▶ **Exercise requirements**
From the entries below, determine the number of lines that contain "image". Give that number by itself.

▶ **Information supplied**
□ □ □
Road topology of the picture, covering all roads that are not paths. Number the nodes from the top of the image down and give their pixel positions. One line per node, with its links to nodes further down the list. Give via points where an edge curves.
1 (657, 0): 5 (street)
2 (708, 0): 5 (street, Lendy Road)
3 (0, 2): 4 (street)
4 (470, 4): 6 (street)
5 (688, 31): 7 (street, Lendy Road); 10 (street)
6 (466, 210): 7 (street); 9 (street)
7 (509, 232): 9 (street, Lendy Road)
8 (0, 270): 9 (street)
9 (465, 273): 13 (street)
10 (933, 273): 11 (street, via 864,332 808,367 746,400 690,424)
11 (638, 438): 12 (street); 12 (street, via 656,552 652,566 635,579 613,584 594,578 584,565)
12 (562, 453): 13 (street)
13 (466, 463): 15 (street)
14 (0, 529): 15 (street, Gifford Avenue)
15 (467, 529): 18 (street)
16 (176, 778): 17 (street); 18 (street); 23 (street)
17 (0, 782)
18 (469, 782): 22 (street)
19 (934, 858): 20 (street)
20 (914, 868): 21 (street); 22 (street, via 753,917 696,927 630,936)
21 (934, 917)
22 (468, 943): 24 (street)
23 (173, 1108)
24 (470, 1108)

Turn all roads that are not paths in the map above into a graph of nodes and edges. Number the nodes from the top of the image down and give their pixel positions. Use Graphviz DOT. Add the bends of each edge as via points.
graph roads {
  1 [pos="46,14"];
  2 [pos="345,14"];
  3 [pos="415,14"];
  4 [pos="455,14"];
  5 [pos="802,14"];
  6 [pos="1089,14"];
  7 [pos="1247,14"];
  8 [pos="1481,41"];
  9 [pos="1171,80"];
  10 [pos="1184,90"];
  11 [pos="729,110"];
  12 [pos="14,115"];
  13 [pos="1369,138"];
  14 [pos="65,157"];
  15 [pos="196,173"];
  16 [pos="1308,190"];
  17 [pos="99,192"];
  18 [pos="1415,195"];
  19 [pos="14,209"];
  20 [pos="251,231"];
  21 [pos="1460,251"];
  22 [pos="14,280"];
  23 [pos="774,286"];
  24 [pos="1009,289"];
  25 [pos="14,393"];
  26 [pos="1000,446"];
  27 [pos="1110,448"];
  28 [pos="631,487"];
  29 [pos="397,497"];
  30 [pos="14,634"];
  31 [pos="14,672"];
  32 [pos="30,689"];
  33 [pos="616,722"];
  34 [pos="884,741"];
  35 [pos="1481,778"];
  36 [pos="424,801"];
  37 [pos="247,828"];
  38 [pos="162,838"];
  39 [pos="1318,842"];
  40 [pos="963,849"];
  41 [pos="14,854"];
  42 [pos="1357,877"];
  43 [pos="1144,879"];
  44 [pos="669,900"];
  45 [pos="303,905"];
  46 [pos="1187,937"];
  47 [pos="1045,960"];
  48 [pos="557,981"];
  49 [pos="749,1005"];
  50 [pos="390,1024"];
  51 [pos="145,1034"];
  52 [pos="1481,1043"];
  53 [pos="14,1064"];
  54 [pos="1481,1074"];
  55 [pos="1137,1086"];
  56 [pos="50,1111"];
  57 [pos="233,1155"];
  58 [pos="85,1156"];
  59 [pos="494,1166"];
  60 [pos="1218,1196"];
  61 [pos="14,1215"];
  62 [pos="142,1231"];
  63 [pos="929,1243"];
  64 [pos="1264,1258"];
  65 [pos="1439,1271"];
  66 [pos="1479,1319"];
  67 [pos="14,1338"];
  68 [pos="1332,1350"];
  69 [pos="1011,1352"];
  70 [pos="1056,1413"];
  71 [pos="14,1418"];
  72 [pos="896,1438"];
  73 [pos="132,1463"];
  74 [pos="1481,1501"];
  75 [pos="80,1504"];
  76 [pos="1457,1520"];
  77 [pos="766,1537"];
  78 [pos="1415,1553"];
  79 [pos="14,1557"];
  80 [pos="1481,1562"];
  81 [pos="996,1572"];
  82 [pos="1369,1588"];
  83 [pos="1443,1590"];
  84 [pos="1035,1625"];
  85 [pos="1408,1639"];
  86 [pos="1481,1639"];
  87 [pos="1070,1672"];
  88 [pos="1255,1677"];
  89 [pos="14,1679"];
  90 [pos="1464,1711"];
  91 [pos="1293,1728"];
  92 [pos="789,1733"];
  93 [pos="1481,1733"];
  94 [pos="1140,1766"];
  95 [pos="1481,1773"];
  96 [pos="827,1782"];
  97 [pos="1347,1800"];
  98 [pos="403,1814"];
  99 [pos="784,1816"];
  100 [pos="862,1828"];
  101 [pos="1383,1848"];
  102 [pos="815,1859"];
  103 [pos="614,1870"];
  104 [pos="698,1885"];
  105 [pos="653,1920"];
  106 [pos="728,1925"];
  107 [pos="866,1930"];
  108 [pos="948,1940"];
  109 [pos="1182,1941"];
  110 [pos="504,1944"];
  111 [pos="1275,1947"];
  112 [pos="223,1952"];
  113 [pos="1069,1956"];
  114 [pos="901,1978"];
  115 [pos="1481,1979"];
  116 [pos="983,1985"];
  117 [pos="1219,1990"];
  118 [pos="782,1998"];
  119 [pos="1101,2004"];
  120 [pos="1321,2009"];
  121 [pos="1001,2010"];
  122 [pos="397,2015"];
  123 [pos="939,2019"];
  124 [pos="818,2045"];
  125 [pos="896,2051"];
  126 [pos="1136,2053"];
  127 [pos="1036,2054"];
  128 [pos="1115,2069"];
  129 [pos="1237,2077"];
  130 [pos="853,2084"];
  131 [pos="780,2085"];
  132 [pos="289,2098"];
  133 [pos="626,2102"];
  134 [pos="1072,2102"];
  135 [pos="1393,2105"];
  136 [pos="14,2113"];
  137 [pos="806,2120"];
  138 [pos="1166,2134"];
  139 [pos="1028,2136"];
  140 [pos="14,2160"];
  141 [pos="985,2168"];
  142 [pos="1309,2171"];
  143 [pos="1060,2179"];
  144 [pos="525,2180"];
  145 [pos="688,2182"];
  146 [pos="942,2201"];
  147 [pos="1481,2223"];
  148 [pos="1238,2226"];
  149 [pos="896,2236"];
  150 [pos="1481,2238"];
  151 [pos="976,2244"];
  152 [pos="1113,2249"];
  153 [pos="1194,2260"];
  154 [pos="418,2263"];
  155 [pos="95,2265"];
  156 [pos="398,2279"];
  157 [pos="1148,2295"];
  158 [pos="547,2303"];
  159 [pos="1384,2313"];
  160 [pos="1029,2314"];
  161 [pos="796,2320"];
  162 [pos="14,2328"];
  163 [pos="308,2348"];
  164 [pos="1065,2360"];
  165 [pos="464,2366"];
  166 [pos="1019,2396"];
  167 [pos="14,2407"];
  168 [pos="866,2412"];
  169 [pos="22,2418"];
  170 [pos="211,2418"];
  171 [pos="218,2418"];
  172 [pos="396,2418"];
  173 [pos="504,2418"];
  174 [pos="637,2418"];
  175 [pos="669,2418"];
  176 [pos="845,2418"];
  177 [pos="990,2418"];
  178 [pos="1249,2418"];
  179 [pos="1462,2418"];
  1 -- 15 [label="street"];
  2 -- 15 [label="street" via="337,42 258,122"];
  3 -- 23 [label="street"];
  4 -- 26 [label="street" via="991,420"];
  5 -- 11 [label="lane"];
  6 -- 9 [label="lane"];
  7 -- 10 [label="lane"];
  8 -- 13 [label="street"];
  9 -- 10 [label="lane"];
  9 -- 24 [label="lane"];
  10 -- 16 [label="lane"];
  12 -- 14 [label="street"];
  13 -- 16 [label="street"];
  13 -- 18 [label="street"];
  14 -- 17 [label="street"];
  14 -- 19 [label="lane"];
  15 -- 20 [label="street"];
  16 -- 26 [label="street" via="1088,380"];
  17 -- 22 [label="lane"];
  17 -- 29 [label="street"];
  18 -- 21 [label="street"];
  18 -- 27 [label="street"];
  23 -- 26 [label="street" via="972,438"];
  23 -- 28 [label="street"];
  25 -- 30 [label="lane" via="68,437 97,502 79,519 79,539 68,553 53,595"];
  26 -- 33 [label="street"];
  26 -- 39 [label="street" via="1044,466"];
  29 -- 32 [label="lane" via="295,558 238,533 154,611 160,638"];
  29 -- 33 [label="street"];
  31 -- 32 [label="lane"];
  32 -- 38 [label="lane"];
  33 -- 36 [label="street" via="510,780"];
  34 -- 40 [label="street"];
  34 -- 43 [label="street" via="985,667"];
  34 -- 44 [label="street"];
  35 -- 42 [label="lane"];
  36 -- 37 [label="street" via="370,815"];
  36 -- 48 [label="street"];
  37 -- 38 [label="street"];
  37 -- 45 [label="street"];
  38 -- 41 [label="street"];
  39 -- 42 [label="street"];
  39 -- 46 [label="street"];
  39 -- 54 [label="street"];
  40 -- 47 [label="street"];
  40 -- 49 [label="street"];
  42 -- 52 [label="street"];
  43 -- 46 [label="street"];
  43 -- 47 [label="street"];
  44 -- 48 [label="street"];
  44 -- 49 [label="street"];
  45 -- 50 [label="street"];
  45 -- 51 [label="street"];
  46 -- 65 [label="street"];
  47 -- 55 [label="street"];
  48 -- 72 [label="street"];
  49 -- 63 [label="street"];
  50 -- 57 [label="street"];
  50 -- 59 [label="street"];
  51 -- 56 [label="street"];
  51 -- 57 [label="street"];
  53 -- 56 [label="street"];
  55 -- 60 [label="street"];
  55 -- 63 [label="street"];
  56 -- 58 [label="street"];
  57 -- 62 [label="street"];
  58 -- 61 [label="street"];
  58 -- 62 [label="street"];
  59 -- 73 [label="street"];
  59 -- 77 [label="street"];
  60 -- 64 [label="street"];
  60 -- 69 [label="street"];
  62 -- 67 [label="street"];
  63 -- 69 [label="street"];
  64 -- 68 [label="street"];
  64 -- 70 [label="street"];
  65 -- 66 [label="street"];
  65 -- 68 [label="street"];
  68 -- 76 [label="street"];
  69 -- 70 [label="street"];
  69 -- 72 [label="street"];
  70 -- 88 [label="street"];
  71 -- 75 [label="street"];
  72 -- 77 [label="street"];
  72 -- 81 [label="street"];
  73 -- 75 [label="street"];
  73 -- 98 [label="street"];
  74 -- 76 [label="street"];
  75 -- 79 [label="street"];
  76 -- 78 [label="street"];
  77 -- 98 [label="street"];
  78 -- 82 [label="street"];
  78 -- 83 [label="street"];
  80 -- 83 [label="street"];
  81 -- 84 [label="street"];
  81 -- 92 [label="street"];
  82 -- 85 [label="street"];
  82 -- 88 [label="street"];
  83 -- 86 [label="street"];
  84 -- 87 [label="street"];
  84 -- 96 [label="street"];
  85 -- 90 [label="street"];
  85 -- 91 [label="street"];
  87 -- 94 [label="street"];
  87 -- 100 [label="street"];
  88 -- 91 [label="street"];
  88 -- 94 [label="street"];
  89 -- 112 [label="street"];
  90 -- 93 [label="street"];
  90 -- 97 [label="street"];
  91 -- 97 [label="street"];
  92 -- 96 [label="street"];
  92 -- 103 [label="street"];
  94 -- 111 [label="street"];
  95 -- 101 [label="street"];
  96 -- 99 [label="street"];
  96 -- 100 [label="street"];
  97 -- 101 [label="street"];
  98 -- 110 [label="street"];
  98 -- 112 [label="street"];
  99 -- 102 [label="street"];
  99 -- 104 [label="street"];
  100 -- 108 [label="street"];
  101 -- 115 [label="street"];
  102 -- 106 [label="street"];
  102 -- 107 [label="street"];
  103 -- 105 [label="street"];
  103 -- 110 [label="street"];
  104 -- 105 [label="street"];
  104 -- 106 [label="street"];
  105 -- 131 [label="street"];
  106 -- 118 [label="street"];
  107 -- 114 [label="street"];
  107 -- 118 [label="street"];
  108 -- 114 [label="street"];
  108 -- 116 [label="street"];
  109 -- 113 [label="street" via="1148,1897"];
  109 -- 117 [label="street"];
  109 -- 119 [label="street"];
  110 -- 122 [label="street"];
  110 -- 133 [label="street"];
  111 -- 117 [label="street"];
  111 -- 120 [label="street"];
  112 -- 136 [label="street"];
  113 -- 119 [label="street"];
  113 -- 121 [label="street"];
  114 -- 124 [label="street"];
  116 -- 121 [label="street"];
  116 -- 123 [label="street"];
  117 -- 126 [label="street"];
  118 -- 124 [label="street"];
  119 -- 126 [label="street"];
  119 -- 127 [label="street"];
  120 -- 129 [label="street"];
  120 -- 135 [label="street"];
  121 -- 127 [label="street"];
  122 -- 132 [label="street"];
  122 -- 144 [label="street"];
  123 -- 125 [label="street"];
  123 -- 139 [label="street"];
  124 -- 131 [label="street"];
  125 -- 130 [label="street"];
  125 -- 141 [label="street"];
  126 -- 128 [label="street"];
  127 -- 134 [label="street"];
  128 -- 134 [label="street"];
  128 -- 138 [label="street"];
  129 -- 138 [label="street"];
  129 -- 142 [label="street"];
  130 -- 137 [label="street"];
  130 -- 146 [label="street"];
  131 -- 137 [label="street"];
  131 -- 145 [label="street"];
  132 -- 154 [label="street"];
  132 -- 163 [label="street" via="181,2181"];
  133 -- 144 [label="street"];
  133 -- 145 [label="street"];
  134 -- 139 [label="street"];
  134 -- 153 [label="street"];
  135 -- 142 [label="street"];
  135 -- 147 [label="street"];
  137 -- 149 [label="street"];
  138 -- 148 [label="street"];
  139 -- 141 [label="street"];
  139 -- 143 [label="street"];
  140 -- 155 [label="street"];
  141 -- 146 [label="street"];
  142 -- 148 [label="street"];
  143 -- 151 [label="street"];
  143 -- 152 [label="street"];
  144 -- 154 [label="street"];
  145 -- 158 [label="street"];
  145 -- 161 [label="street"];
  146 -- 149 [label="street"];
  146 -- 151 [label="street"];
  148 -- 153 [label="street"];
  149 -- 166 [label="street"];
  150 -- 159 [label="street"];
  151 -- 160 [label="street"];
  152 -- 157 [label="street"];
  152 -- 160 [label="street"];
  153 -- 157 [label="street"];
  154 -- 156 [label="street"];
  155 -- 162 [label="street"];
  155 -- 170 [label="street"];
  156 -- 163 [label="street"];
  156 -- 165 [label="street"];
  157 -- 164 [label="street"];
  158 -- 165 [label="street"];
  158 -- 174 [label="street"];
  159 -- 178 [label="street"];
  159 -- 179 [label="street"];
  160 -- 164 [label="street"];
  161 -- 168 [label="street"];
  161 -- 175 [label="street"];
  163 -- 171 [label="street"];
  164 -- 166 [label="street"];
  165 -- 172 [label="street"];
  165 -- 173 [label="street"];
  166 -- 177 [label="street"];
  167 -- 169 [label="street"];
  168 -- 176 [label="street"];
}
□ □ □
▶ **Final answer**
2